## Your instructions
Print every record exactly as it appears. Leave the pictures out.

Dataset records:
Content starts

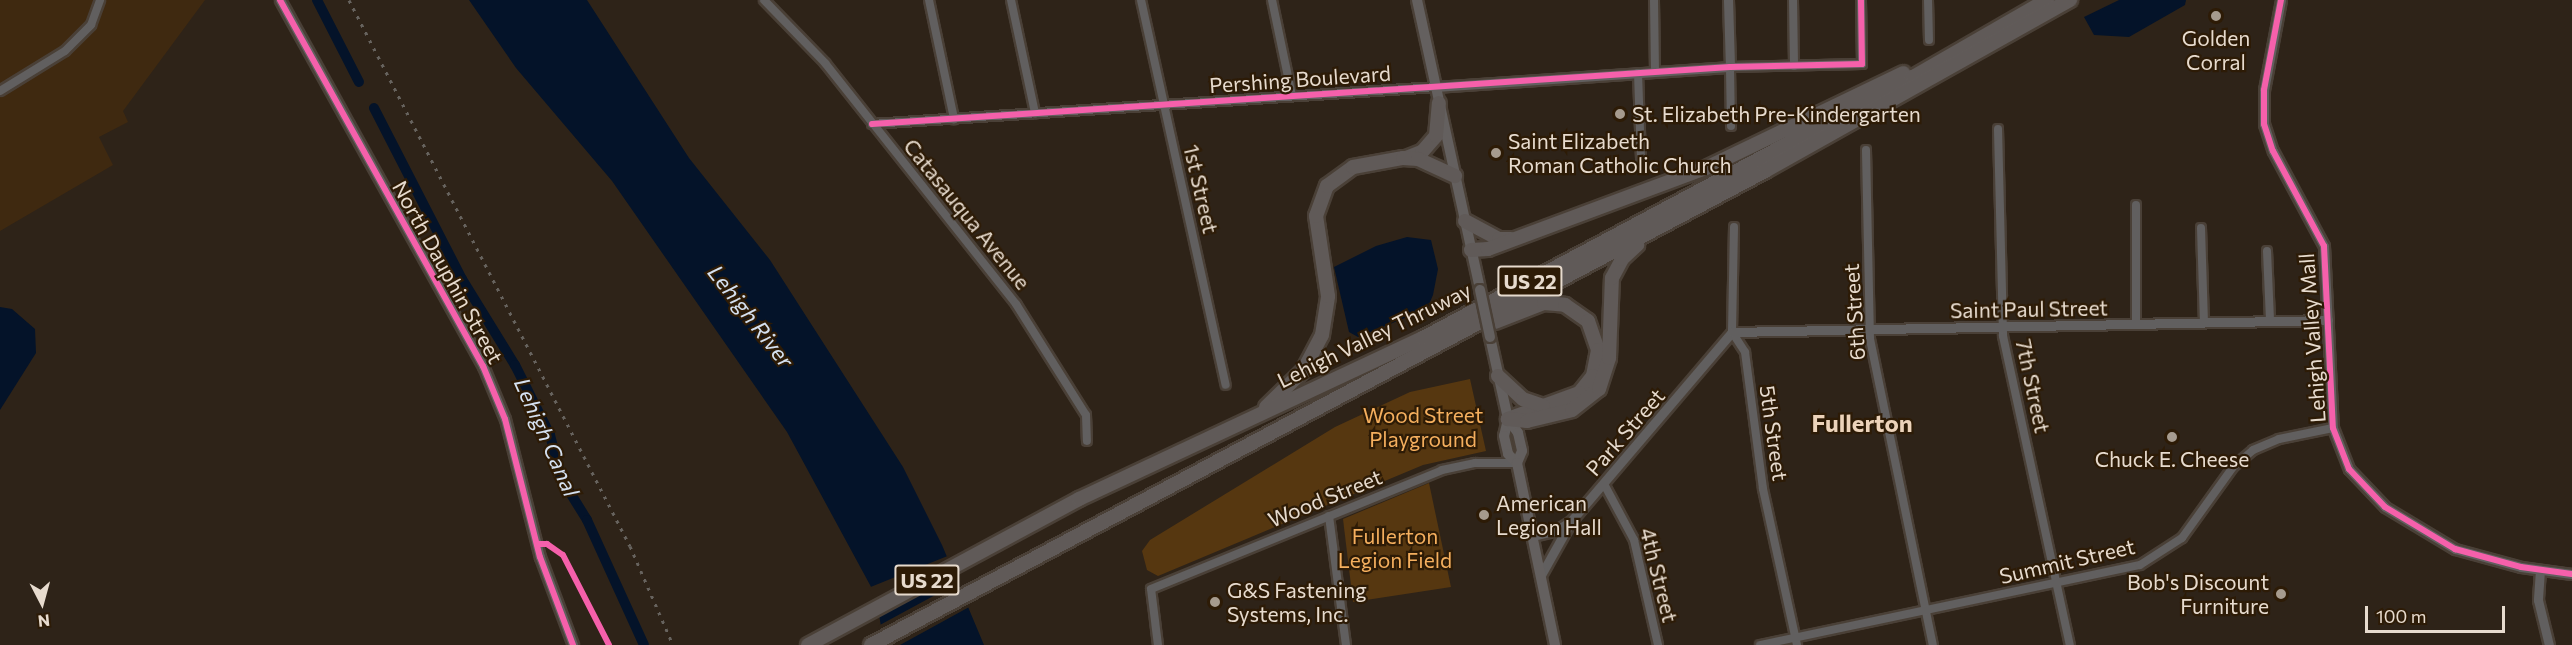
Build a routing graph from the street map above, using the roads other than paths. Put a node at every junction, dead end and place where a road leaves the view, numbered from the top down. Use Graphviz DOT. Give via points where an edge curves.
graph roads {
  1 [pos="100,0"];
  2 [pos="280,0"];
  3 [pos="764,0"];
  4 [pos="929,0"];
  5 [pos="1011,0"];
  6 [pos="1142,0"];
  7 [pos="1272,0"];
  8 [pos="1417,0"];
  9 [pos="1654,0"];
  10 [pos="1728,0"];
  11 [pos="1793,0"];
  12 [pos="1861,0"];
  13 [pos="1928,0"];
  14 [pos="2048,0"];
  15 [pos="2070,0"];
  16 [pos="2280,0"];
  17 [pos="2003,25"];
  18 [pos="1929,40"];
  19 [pos="1794,66"];
  20 [pos="1730,68"];
  21 [pos="1655,72"];
  22 [pos="1638,74"];
  23 [pos="1436,87"];
  24 [pos="0,92"];
  25 [pos="1292,96"];
  26 [pos="1439,103"];
  27 [pos="1164,105"];
  28 [pos="1035,113"];
  29 [pos="954,119"];
  30 [pos="872,124"];
  31 [pos="1731,126"];
  32 [pos="1998,129"];
  33 [pos="1866,150"];
  34 [pos="1403,158"];
  35 [pos="1641,160"];
  36 [pos="1765,171"];
  37 [pos="1455,176"];
  38 [pos="2136,205"];
  39 [pos="1465,221"];
  40 [pos="1734,226"];
  41 [pos="2201,228"];
  42 [pos="1513,239"];
  43 [pos="1471,250"];
  44 [pos="2267,251"];
  45 [pos="2328,320"];
  46 [pos="2270,321"];
  47 [pos="2204,323"];
  48 [pos="2136,325"];
  49 [pos="2002,328"];
  50 [pos="1870,331"];
  51 [pos="1732,332"];
  52 [pos="1418,354"];
  53 [pos="1498,376"];
  54 [pos="1226,385"];
  55 [pos="1545,406"];
  56 [pos="1254,417"];
  57 [pos="1508,419"];
  58 [pos="2333,428"];
  59 [pos="1087,441"];
  60 [pos="1517,463"];
  61 [pos="1604,484"];
  62 [pos="1329,516"];
  63 [pos="1571,521"];
  64 [pos="1532,537"];
  65 [pos="2540,570"];
  66 [pos="2572,574"];
  67 [pos="1540,577"];
  68 [pos="2057,582"];
  69 [pos="1926,610"];
  70 [pos="1796,641"];
  71 [pos="573,645"];
  72 [pos="808,645"];
  73 [pos="871,645"];
  74 [pos="1158,645"];
  75 [pos="1346,645"];
  76 [pos="1555,645"];
  77 [pos="1658,645"];
  78 [pos="1760,645"];
  79 [pos="1933,645"];
  80 [pos="2070,645"];
  81 [pos="2549,645"];
  1 -- 24 [label="street" via="91,25 65,51"];
  2 -- 71 [label="street, North Dauphin Street" via="486,372 516,456 540,557"];
  3 -- 30 [label="street, Catasauqua Avenue" via="825,63"];
  4 -- 29 [label="street"];
  5 -- 28 [label="street"];
  6 -- 27 [label="street, 1st Street"];
  7 -- 25 [label="street"];
  8 -- 23 [label="main road"];
  9 -- 21 [label="street"];
  10 -- 20 [label="street"];
  11 -- 19 [label="street"];
  12 -- 19 [label="street" via="1862,64"];
  13 -- 18 [label="street"];
  14 -- 17 [label="highway, Lehigh Valley Thruway / US 22"];
  15 -- 36 [label="highway, Lehigh Valley Thruway / US 22"];
  16 -- 45 [label="street, Lehigh Valley Mall" via="2264,90 2265,124 2273,151 2324,246"];
  17 -- 42 [label="highway" via="1706,168"];
  17 -- 56 [label="highway, Lehigh Valley Thruway / US 22" via="1903,83 1423,338"];
  19 -- 20 [label="street"];
  20 -- 21 [label="street, Pershing Boulevard"];
  20 -- 31 [label="street"];
  21 -- 22 [label="street, Pershing Boulevard"];
  22 -- 23 [label="street, Pershing Boulevard"];
  22 -- 35 [label="street"];
  23 -- 25 [label="street, Pershing Boulevard"];
  23 -- 26 [label="main road"];
  25 -- 27 [label="street, Pershing Boulevard"];
  26 -- 34 [label="highway" via="1436,136 1422,152"];
  26 -- 37 [label="main road"];
  27 -- 28 [label="street, Pershing Boulevard"];
  27 -- 54 [label="street, 1st Street"];
  28 -- 29 [label="street, Pershing Boulevard"];
  29 -- 30 [label="street, Pershing Boulevard"];
  30 -- 59 [label="street, Catasauqua Avenue" via="1016,304 1086,415"];
  32 -- 49 [label="street, 7th Street"];
  33 -- 50 [label="street, 6th Street"];
  34 -- 37 [label="highway" via="1424,162"];
  34 -- 56 [label="highway" via="1353,167 1332,180 1323,192 1316,216 1328,296 1322,335 1303,370"];
  36 -- 52 [label="highway, Lehigh Valley Thruway / US 22"];
  36 -- 57 [label="highway" via="1632,248 1622,259 1610,284 1608,366 1593,396 1565,413 1527,421"];
  37 -- 39 [label="main road"];
  38 -- 48 [label="street"];
  39 -- 42 [label="highway" via="1500,239"];
  39 -- 43 [label="main road"];
  40 -- 51 [label="street, 5th Street"];
  41 -- 47 [label="street"];
  42 -- 43 [label="highway" via="1488,249"];
  43 -- 53 [label="main road, bridge"];
  44 -- 46 [label="street"];
  45 -- 46 [label="street, Saint Paul Street"];
  45 -- 58 [label="street, Lehigh Valley Mall"];
  46 -- 47 [label="street, Saint Paul Street"];
  47 -- 48 [label="street, Saint Paul Street"];
  48 -- 49 [label="street, Saint Paul Street"];
  49 -- 50 [label="street, Saint Paul Street"];
  49 -- 68 [label="street, 7th Street"];
  50 -- 51 [label="street, Saint Paul Street"];
  50 -- 69 [label="street, 6th Street"];
  51 -- 61 [label="street, Park Street"];
  51 -- 70 [label="street, 5th Street" via="1745,352 1763,489"];
  52 -- 55 [label="highway" via="1544,303 1565,305 1583,316 1591,328 1598,364 1580,393"];
  52 -- 73 [label="highway, Lehigh Valley Thruway / US 22"];
  53 -- 55 [label="highway" via="1523,399"];
  53 -- 57 [label="main road"];
  55 -- 57 [label="highway"];
  56 -- 72 [label="highway, Lehigh Valley Thruway / US 22" via="1047,516"];
  57 -- 60 [label="main road" via="1518,433 1522,451"];
  58 -- 65 [label="street, Lehigh Valley Mall" via="2349,469 2385,507 2455,549"];
  58 -- 68 [label="street, Summit Street" via="2279,439 2253,450 2233,468 2182,538 2157,556 2140,565"];
  60 -- 62 [label="street, Wood Street" via="1502,460 1452,467"];
  60 -- 64 [label="main road"];
  61 -- 63 [label="street, Park Street"];
  61 -- 77 [label="street, 4th Street" via="1634,540"];
  62 -- 74 [label="street, Wood Street" via="1151,589"];
  62 -- 75 [label="street"];
  63 -- 64 [label="street, Park Street" via="1557,530"];
  63 -- 67 [label="street"];
  64 -- 67 [label="main road"];
  65 -- 66 [label="street, Lehigh Valley Mall"];
  65 -- 81 [label="street" via="2538,600"];
  67 -- 76 [label="main road"];
  68 -- 69 [label="street, Summit Street"];
  68 -- 80 [label="street, 7th Street"];
  69 -- 70 [label="street, Summit Street"];
  69 -- 79 [label="street, 6th Street"];
  70 -- 78 [label="street, Summit Street"];
}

Content ends

## Completed exercise
Build a routing graph from the street map above, using the roads other than paths. Put a node at every junction, dead end and place where a road leaves the view, numbered from the top down. Use Graphviz DOT. Give via points where an edge curves.
graph roads {
  1 [pos="100,0"];
  2 [pos="280,0"];
  3 [pos="764,0"];
  4 [pos="929,0"];
  5 [pos="1011,0"];
  6 [pos="1142,0"];
  7 [pos="1272,0"];
  8 [pos="1417,0"];
  9 [pos="1654,0"];
  10 [pos="1728,0"];
  11 [pos="1793,0"];
  12 [pos="1861,0"];
  13 [pos="1928,0"];
  14 [pos="2048,0"];
  15 [pos="2070,0"];
  16 [pos="2280,0"];
  17 [pos="2003,25"];
  18 [pos="1929,40"];
  19 [pos="1794,66"];
  20 [pos="1730,68"];
  21 [pos="1655,72"];
  22 [pos="1638,74"];
  23 [pos="1436,87"];
  24 [pos="0,92"];
  25 [pos="1292,96"];
  26 [pos="1439,103"];
  27 [pos="1164,105"];
  28 [pos="1035,113"];
  29 [pos="954,119"];
  30 [pos="872,124"];
  31 [pos="1731,126"];
  32 [pos="1998,129"];
  33 [pos="1866,150"];
  34 [pos="1403,158"];
  35 [pos="1641,160"];
  36 [pos="1765,171"];
  37 [pos="1455,176"];
  38 [pos="2136,205"];
  39 [pos="1465,221"];
  40 [pos="1734,226"];
  41 [pos="2201,228"];
  42 [pos="1513,239"];
  43 [pos="1471,250"];
  44 [pos="2267,251"];
  45 [pos="2328,320"];
  46 [pos="2270,321"];
  47 [pos="2204,323"];
  48 [pos="2136,325"];
  49 [pos="2002,328"];
  50 [pos="1870,331"];
  51 [pos="1732,332"];
  52 [pos="1418,354"];
  53 [pos="1498,376"];
  54 [pos="1226,385"];
  55 [pos="1545,406"];
  56 [pos="1254,417"];
  57 [pos="1508,419"];
  58 [pos="2333,428"];
  59 [pos="1087,441"];
  60 [pos="1517,463"];
  61 [pos="1604,484"];
  62 [pos="1329,516"];
  63 [pos="1571,521"];
  64 [pos="1532,537"];
  65 [pos="2540,570"];
  66 [pos="2572,574"];
  67 [pos="1540,577"];
  68 [pos="2057,582"];
  69 [pos="1926,610"];
  70 [pos="1796,641"];
  71 [pos="573,645"];
  72 [pos="808,645"];
  73 [pos="871,645"];
  74 [pos="1158,645"];
  75 [pos="1346,645"];
  76 [pos="1555,645"];
  77 [pos="1658,645"];
  78 [pos="1760,645"];
  79 [pos="1933,645"];
  80 [pos="2070,645"];
  81 [pos="2549,645"];
  1 -- 24 [label="street" via="91,25 65,51"];
  2 -- 71 [label="street, North Dauphin Street" via="486,372 516,456 540,557"];
  3 -- 30 [label="street, Catasauqua Avenue" via="825,63"];
  4 -- 29 [label="street"];
  5 -- 28 [label="street"];
  6 -- 27 [label="street, 1st Street"];
  7 -- 25 [label="street"];
  8 -- 23 [label="main road"];
  9 -- 21 [label="street"];
  10 -- 20 [label="street"];
  11 -- 19 [label="street"];
  12 -- 19 [label="street" via="1862,64"];
  13 -- 18 [label="street"];
  14 -- 17 [label="highway, Lehigh Valley Thruway / US 22"];
  15 -- 36 [label="highway, Lehigh Valley Thruway / US 22"];
  16 -- 45 [label="street, Lehigh Valley Mall" via="2264,90 2265,124 2273,151 2324,246"];
  17 -- 42 [label="highway" via="1706,168"];
  17 -- 56 [label="highway, Lehigh Valley Thruway / US 22" via="1903,83 1423,338"];
  19 -- 20 [label="street"];
  20 -- 21 [label="street, Pershing Boulevard"];
  20 -- 31 [label="street"];
  21 -- 22 [label="street, Pershing Boulevard"];
  22 -- 23 [label="street, Pershing Boulevard"];
  22 -- 35 [label="street"];
  23 -- 25 [label="street, Pershing Boulevard"];
  23 -- 26 [label="main road"];
  25 -- 27 [label="street, Pershing Boulevard"];
  26 -- 34 [label="highway" via="1436,136 1422,152"];
  26 -- 37 [label="main road"];
  27 -- 28 [label="street, Pershing Boulevard"];
  27 -- 54 [label="street, 1st Street"];
  28 -- 29 [label="street, Pershing Boulevard"];
  29 -- 30 [label="street, Pershing Boulevard"];
  30 -- 59 [label="street, Catasauqua Avenue" via="1016,304 1086,415"];
  32 -- 49 [label="street, 7th Street"];
  33 -- 50 [label="street, 6th Street"];
  34 -- 37 [label="highway" via="1424,162"];
  34 -- 56 [label="highway" via="1353,167 1332,180 1323,192 1316,216 1328,296 1322,335 1303,370"];
  36 -- 52 [label="highway, Lehigh Valley Thruway / US 22"];
  36 -- 57 [label="highway" via="1632,248 1622,259 1610,284 1608,366 1593,396 1565,413 1527,421"];
  37 -- 39 [label="main road"];
  38 -- 48 [label="street"];
  39 -- 42 [label="highway" via="1500,239"];
  39 -- 43 [label="main road"];
  40 -- 51 [label="street, 5th Street"];
  41 -- 47 [label="street"];
  42 -- 43 [label="highway" via="1488,249"];
  43 -- 53 [label="main road, bridge"];
  44 -- 46 [label="street"];
  45 -- 46 [label="street, Saint Paul Street"];
  45 -- 58 [label="street, Lehigh Valley Mall"];
  46 -- 47 [label="street, Saint Paul Street"];
  47 -- 48 [label="street, Saint Paul Street"];
  48 -- 49 [label="street, Saint Paul Street"];
  49 -- 50 [label="street, Saint Paul Street"];
  49 -- 68 [label="street, 7th Street"];
  50 -- 51 [label="street, Saint Paul Street"];
  50 -- 69 [label="street, 6th Street"];
  51 -- 61 [label="street, Park Street"];
  51 -- 70 [label="street, 5th Street" via="1745,352 1763,489"];
  52 -- 55 [label="highway" via="1544,303 1565,305 1583,316 1591,328 1598,364 1580,393"];
  52 -- 73 [label="highway, Lehigh Valley Thruway / US 22"];
  53 -- 55 [label="highway" via="1523,399"];
  53 -- 57 [label="main road"];
  55 -- 57 [label="highway"];
  56 -- 72 [label="highway, Lehigh Valley Thruway / US 22" via="1047,516"];
  57 -- 60 [label="main road" via="1518,433 1522,451"];
  58 -- 65 [label="street, Lehigh Valley Mall" via="2349,469 2385,507 2455,549"];
  58 -- 68 [label="street, Summit Street" via="2279,439 2253,450 2233,468 2182,538 2157,556 2140,565"];
  60 -- 62 [label="street, Wood Street" via="1502,460 1452,467"];
  60 -- 64 [label="main road"];
  61 -- 63 [label="street, Park Street"];
  61 -- 77 [label="street, 4th Street" via="1634,540"];
  62 -- 74 [label="street, Wood Street" via="1151,589"];
  62 -- 75 [label="street"];
  63 -- 64 [label="street, Park Street" via="1557,530"];
  63 -- 67 [label="street"];
  64 -- 67 [label="main road"];
  65 -- 66 [label="street, Lehigh Valley Mall"];
  65 -- 81 [label="street" via="2538,600"];
  67 -- 76 [label="main road"];
  68 -- 69 [label="street, Summit Street"];
  68 -- 80 [label="street, 7th Street"];
  69 -- 70 [label="street, Summit Street"];
  69 -- 79 [label="street, 6th Street"];
  70 -- 78 [label="street, Summit Street"];
}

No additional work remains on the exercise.